Traditionally Earth Day is honoured on 22 April each year. However, this year is likely to see a ‘celebration’ of a very different nature. Albeit a time of uncertainty and worry for many as a result of the ongoing COVID-19 pandemic and a national lockdown, a great change has been seen in the environment during this time.

This year, as Earth Day turns 50, the theme for this milestone anniversary focuses on climate change. Climate change represents the biggest challenge to the future of humanity and the life-support systems that make our world habitable.

The Glass Recycling Company (TGRC) recommends ways that recycling glass bottles and jars assists in the fight against climate change:

#1 Recycling glass helps conserve our natural resources and reduces processing of raw materials

For every ton of waste glass used to manufacture new glass, an incredible 1.2 tons of natural resources is saved. Additionally, this also means that less carbon dioxide is emitted as 1.2 tonnes of virgin raw material does not need to be quarried, processed and transported prior to being converted into glass packaging. In addition, glass can be infinitely recycled without any decrease in quality of new glass packaging produced.

#2 Recycling glass assists in reducing our energy usage

One of the biggest benefits when it comes to recycling glass is the reduced use of energy. When you compare the energy used in the production of glass from raw materials to the use of recycled glass, the melting of cullet (recycled glass that is crushed and melted), you will find that the required energy is considerably less. This reduction in energy used further results in a decrease in carbon dioxide emissions.

#3 Recycling glass is simply greener

When comparing the process of making glass from raw materials and the production process of recycling of glass, there is a considerable reduction in terms of the carbon dioxide emissions as well as any potential water pollution. In fact, every ton of new glass bottles and jars made using recycled glass rather than raw materials prevents the emission of a whopping 670kg of CO2. Ultimately, glass recycling dramatically lowers the release of CO2 into the atmosphere, helping to minimise one of the main contributors to climate change.

It’s important that we still live green and consider the environment, even though we are spending all our time indoors at home. During the national lockdown, be sure to store all your empty glass bottles and jars so that you can recycle them at a glass bank in your community when things start to normalise in the country.

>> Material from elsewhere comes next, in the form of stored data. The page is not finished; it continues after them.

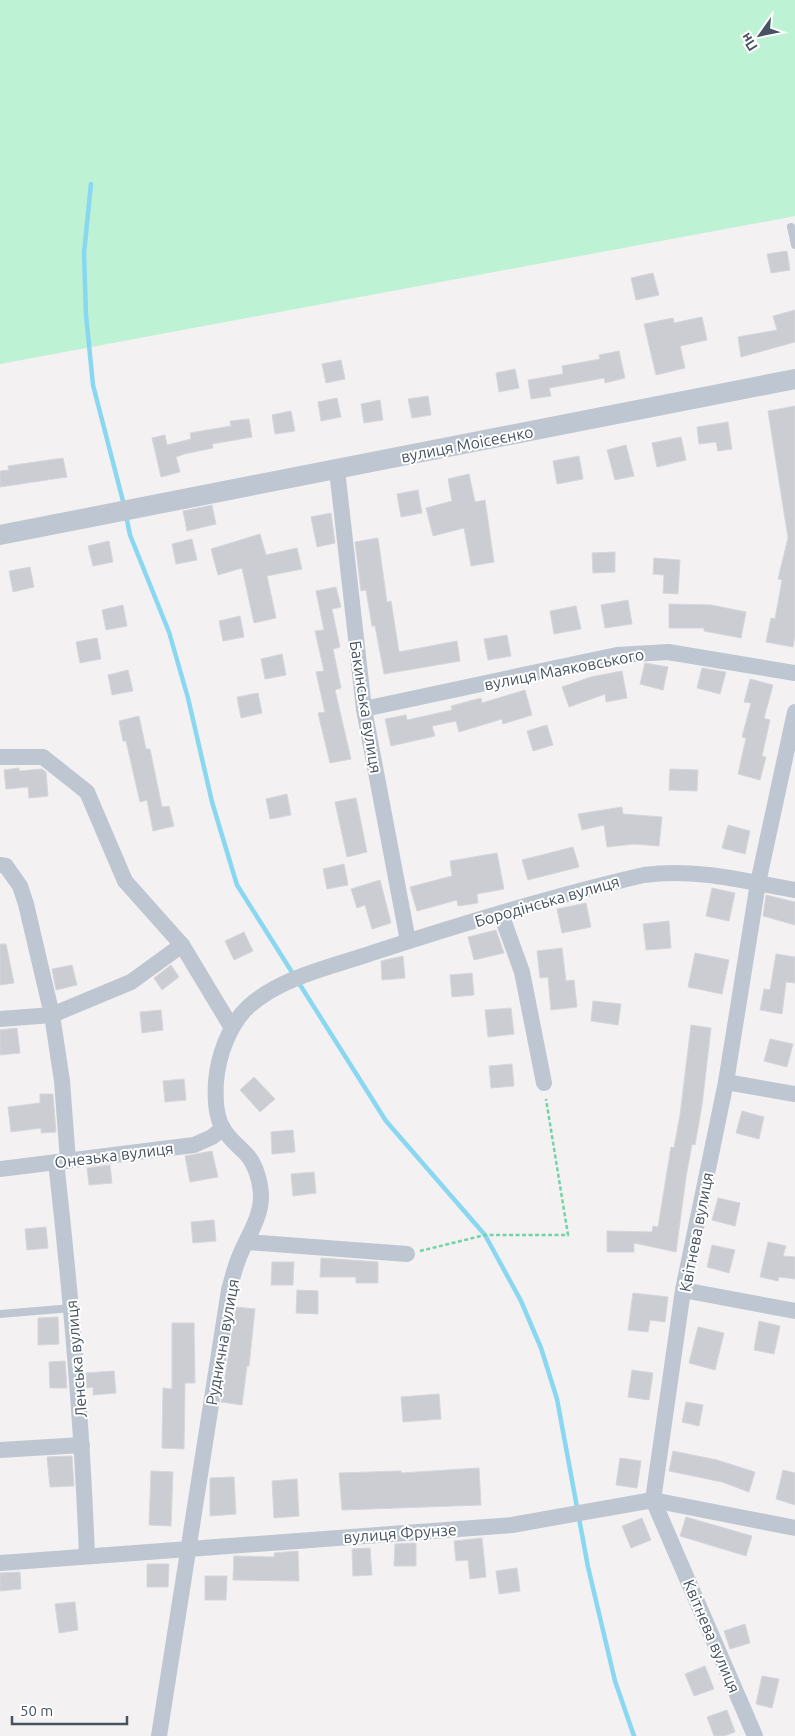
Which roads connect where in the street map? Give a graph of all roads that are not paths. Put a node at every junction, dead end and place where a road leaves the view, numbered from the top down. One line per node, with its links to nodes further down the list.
1 (791, 227): 2 (lane)
2 (795, 245)
3 (795, 379): 4 (street, вулиця Моісеєнко)
4 (336, 470): 5 (street, вулиця Моісеєнко); 7 (street, Бакинська вулиця)
5 (0, 535)
6 (795, 673): 7 (street, вулиця Маяковського)
7 (364, 709): 14 (street, Бакинська вулиця)
8 (795, 712): 11 (street, Квітнева вулиця)
9 (0, 757): 15 (street)
10 (0, 865): 17 (street, Ленська вулиця)
11 (758, 883): 12 (street, Бородінська вулиця); 13 (street, Бородінська вулиця); 20 (street, Квітнева вулиця)
12 (795, 890)
13 (502, 914): 14 (street, Бородінська вулиця); 21 (street)
14 (408, 941): 16 (street, Бородінська вулиця)
15 (182, 945): 17 (street); 19 (street)
16 (278, 986): 19 (street, Руднична вулиця)
17 (52, 1015): 18 (street); 24 (street, Ленська вулиця)
18 (0, 1020)
19 (232, 1028): 23 (street, Руднична вулиця)
20 (726, 1082): 22 (street); 28 (street, Квітнева вулиця)
21 (544, 1083)
22 (795, 1094)
23 (223, 1128): 24 (street, Онезька вулиця); 26 (street, Руднична вулиця)
24 (62, 1162): 25 (street, Онезька вулиця); 29 (street, Ленська вулиця)
25 (0, 1169)
26 (246, 1242): 27 (street); 36 (street, Руднична вулиця)
27 (407, 1254)
28 (683, 1290): 30 (street); 34 (street, Квітнева вулиця)
29 (72, 1308): 31 (lane); 32 (street, Ленська вулиця)
30 (795, 1311)
31 (0, 1314)
32 (82, 1445): 33 (street); 37 (street, Ленська вулиця)
33 (0, 1450)
34 (653, 1500): 35 (street, вулиця Фрунзе); 36 (street, вулиця Фрунзе); 40 (street, Квітнева вулиця)
35 (795, 1528)
36 (190, 1548): 37 (street, вулиця Фрунзе); 39 (street, Руднична вулиця)
37 (87, 1556): 38 (street, вулиця Фрунзе)
38 (0, 1563)
39 (159, 1736)
40 (755, 1736)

“Earth Day 2020 should not be looked at as one day, but rather how we will be making a change to our daily lives in order to have a positive impact on our environment. An effective way of helping combat climate change, while enabling economic opportunities, is through recycling. You can play a part in preventing climate change by re-evaluating your household, or office, and identifying areas where we can reduce, reuse, or recycle,” explains Shabeer Jhetam, CEO of TGRC.

The time is now for all of us to come together and do our bit to make a difference to the environment. We can do so through recycling, in particular our glass bottles and jars. Unless we all step up, nationally and globally, realising that this is a serious crisis, we are not going to be leaving behind a healthy environment for future generations.